NASHVILLE, Tenn. (WKRN) – Legislation is moving forward with the goal of toughening penalties for people who hurt law enforcement dogs.
HB1646/SB2013 was named after K-9 Joker, who was hospitalized in September last year after she was shot while pursuing car burglary suspects in Cleveland, Tennessee. Six juveniles were arrested in Chattanooga related to the shooting and a series of vehicle thefts. Joker has since recovered and is back on the job.
When Cleveland State Community College Professor Marcus Easley saw the incident, he and his students wanted to help.

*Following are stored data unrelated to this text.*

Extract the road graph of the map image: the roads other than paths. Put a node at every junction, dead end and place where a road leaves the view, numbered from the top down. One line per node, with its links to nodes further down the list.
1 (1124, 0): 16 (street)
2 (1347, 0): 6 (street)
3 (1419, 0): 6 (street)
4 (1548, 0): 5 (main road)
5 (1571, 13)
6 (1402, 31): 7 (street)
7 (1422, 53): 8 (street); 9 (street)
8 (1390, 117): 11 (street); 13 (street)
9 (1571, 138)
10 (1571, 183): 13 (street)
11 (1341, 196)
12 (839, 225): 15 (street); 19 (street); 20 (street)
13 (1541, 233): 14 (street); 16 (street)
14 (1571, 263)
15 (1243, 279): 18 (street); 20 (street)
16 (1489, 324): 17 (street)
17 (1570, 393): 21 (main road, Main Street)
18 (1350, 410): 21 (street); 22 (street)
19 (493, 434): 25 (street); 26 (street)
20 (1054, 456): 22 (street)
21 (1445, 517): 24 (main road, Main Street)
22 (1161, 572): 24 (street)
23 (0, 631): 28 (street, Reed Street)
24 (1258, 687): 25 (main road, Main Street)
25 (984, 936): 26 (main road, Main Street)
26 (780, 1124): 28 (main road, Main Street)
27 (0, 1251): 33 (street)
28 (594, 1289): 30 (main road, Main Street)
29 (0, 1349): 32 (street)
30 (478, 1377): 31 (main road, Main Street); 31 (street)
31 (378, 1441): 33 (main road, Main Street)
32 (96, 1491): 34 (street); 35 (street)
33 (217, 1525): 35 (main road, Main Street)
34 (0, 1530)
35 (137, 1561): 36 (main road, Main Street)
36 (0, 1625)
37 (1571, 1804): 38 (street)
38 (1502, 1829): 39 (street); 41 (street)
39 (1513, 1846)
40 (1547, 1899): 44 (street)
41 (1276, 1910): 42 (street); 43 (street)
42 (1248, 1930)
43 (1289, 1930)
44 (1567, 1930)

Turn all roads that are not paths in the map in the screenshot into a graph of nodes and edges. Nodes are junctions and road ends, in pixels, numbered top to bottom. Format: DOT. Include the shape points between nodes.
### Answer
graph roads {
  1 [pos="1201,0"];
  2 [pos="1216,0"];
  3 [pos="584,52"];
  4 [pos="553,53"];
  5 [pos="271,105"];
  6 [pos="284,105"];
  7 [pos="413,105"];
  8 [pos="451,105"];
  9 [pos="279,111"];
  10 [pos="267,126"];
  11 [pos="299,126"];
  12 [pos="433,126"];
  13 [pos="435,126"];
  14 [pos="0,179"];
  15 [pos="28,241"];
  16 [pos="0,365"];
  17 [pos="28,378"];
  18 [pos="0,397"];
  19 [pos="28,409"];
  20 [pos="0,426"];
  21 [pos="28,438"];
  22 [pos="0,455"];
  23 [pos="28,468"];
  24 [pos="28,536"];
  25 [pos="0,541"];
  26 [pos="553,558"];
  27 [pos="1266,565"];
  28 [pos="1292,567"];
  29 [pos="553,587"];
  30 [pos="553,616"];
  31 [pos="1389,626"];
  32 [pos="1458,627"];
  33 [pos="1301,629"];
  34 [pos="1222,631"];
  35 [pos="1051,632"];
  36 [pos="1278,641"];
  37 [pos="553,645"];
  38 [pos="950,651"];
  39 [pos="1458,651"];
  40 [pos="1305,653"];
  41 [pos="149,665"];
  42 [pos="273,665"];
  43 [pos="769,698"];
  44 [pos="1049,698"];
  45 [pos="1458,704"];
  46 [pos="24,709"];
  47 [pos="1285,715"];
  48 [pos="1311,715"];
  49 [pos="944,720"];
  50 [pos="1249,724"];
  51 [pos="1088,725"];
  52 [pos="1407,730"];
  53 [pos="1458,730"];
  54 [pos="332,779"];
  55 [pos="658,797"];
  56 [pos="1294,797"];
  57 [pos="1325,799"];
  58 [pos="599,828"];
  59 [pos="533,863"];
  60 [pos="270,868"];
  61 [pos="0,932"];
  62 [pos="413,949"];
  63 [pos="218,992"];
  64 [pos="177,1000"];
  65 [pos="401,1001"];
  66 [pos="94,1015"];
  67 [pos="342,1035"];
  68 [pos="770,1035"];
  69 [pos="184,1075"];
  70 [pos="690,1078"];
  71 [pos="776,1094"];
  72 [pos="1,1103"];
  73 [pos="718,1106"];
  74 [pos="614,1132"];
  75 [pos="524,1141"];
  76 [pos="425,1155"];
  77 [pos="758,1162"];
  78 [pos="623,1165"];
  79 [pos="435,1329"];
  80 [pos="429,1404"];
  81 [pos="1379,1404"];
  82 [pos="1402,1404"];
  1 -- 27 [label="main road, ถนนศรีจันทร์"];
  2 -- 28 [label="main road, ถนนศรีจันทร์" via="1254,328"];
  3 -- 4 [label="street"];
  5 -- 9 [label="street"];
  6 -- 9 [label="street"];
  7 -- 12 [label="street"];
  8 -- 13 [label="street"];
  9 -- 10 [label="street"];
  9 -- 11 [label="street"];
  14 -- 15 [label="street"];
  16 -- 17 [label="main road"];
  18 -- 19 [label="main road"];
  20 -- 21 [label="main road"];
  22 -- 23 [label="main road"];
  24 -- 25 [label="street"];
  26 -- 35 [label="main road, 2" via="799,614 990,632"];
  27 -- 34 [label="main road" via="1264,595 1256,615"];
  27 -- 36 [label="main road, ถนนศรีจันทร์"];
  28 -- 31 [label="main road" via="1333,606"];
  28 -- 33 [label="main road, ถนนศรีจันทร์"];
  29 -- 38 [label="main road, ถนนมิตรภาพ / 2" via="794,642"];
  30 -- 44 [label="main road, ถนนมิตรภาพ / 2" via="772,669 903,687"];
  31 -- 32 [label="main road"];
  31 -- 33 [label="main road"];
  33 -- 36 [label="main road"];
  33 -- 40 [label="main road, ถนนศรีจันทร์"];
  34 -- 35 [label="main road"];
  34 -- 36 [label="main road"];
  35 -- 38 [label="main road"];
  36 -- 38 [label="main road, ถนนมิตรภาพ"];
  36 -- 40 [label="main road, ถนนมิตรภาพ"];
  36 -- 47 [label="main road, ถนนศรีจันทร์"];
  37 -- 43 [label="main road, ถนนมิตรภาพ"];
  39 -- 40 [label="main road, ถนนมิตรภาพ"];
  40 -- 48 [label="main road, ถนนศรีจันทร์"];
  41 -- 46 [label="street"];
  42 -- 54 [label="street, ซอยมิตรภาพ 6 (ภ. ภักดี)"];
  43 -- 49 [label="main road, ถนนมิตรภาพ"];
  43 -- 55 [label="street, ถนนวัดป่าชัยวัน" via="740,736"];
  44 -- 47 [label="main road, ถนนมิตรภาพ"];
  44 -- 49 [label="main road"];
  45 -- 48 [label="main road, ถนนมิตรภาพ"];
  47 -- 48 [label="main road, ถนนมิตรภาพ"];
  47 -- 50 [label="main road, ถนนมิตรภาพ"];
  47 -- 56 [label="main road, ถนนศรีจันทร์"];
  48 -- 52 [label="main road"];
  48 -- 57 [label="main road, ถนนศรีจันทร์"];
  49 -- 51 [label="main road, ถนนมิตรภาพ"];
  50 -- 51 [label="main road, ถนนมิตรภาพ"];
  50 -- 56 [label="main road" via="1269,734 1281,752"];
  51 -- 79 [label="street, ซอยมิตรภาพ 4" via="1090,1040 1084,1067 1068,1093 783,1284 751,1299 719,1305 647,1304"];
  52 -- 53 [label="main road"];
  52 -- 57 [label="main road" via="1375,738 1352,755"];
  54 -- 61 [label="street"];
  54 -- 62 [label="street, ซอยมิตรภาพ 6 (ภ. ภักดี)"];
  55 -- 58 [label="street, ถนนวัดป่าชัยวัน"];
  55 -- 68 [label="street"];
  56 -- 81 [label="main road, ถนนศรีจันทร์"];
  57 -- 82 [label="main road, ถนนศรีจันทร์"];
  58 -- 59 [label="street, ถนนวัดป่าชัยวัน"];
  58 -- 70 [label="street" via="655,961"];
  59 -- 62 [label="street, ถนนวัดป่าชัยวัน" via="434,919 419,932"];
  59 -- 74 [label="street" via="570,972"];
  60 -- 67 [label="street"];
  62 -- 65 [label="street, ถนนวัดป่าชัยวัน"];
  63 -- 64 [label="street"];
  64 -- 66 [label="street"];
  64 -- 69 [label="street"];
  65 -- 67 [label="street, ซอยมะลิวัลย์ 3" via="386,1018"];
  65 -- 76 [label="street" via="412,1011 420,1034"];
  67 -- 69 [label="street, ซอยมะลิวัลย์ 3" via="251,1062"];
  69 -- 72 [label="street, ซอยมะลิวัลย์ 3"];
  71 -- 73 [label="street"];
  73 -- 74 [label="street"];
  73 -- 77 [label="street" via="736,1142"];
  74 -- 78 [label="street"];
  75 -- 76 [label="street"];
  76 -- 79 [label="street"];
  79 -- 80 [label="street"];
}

“I was a Chattanooga Police Officer for 27 years. So I have a real love for law enforcement. As someone I retired from the police department, I started teaching criminal justice and have taught for several years at Cleveland State,” he said. “And when this incident happened, it just touched me.”
It turned out that the son of Joker’s handler was a student in his class.
“We reached out to Joker’s handler and he came to class and talk to us. And the word got back to Sheriff Lawson of Bradley County that some students wanted to do something. So he came out and talk with us,” he recalled. “Then Representative Mark Hill from Bradley County. He got wind of it. And the next thing you know, we’ve got this huge meeting with dozens of people on campus.”
They then led the effort to raise awareness about Joker’s Law being proposed through a petition, and community meetings and events.
“It’s almost surreal, especially when you have to understand we’re a community college so the vast majority of my students are 17, 18,19 years old, and these are things they’ve read about. For them to have their hand in it and know that they were out front, you know, asking for those signatures trying to set up these events, and then looking up and suddenly there was this community movement behind them,” he said.
The bill creates a separate offense of knowingly and unlawfully killing a police dog, fire dog, search and rescue dog, service animal, or police horse without the owner’s effective consent. A violation will be a Class B felony.
An amendment passed Wednesday changes the penalty for injury or death to one of these dogs to be a Class D felony, and it revises the present law provision to say someone can be justified in killing another person’s animal if there was a danger to an animal “in the control of” that person.
“I think it started putting that thought process and motion of maybe we should start protecting these animals a little more. Not just from the humane idea that looks, you are putting this animal in harm’s way, it doesn’t know that it’s just doing what it’s being trained to do,” he said. “The benefit that you are getting out of the service of an animal. Okay, yes, you’re getting drug dealers off the street. Yes, you’re catching bad guys that run into the woods but you’re also finding children who wander off into the woods, you’re finding elderly people or someone possibly suffering a mental health crisis.”
The bill passed the Tennessee Senate by a vote of 31 to 1 and is on the schedule for the agenda for the Finance, Ways, and Means Subcommittee for April 26, 2022.